| Task to carry out |
Looking at each line of the data below, tally those that contain the word "Tunde" and give only the total.
==== Task material ====
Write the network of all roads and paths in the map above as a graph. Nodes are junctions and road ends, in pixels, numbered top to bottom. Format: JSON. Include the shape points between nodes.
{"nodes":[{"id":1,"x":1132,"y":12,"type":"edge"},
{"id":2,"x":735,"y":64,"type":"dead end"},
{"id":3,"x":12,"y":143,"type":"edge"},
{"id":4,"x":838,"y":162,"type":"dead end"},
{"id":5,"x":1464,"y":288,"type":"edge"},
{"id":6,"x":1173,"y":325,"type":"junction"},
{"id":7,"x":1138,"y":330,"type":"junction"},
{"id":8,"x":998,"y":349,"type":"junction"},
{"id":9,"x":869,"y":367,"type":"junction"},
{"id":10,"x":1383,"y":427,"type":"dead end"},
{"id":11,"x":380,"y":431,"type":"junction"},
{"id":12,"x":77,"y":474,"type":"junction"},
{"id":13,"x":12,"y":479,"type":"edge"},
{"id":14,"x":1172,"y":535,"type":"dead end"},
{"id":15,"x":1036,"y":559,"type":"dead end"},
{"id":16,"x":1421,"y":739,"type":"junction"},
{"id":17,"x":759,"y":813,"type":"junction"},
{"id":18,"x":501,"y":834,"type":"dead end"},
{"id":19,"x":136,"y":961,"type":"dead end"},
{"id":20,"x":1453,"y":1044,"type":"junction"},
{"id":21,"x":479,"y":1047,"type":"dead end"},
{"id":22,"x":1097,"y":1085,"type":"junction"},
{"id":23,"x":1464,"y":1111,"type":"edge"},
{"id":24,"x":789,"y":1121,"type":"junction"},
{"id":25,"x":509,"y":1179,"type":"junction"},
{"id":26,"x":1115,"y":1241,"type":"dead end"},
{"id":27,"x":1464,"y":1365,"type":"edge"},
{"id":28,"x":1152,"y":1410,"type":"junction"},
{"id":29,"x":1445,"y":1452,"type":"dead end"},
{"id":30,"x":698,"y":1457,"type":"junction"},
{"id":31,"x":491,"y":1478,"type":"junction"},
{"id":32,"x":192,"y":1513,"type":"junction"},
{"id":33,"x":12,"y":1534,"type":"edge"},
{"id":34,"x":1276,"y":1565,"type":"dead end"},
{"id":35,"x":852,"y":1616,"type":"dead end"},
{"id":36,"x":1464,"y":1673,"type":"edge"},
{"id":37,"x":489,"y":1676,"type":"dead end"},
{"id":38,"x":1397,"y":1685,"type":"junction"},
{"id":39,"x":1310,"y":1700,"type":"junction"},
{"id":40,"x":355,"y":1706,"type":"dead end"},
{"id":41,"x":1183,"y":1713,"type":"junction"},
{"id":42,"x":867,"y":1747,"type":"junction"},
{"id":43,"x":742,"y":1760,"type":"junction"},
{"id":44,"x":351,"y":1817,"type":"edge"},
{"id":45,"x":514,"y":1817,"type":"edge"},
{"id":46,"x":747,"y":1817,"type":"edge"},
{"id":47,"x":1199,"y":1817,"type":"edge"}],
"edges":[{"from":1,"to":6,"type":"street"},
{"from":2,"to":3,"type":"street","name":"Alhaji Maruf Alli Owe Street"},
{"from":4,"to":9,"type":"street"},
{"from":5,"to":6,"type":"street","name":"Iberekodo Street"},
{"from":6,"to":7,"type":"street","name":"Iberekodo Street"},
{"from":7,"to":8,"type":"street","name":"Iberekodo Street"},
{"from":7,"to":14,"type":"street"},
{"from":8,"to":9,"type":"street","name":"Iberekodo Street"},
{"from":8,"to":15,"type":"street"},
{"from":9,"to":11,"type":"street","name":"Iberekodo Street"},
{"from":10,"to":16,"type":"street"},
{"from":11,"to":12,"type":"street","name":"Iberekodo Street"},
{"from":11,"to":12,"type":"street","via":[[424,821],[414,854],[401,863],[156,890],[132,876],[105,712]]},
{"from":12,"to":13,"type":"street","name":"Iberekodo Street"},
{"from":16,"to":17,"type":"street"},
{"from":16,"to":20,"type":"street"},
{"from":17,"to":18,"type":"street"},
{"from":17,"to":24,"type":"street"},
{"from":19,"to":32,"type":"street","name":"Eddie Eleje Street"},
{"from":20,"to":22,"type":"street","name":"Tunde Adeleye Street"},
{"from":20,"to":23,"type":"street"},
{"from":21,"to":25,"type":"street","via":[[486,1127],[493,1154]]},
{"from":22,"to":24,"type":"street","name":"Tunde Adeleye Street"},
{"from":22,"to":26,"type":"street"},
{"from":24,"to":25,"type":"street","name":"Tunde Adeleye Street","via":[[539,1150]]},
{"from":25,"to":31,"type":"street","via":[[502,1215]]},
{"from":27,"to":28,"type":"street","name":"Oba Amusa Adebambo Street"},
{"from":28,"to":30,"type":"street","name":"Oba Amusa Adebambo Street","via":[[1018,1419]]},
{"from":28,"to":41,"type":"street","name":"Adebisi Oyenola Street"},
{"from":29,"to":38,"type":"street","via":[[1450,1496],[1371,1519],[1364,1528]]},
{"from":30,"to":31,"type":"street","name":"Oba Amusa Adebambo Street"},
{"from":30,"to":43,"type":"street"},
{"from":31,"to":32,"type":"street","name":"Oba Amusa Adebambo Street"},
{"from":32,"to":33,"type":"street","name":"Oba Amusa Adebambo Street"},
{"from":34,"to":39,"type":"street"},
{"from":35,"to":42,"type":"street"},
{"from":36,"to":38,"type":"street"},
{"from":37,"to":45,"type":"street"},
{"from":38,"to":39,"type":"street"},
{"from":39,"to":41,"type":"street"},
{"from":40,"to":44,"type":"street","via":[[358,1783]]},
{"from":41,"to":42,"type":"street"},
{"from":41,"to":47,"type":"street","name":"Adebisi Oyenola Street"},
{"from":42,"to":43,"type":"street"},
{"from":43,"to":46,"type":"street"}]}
====
| Exercise solution |
3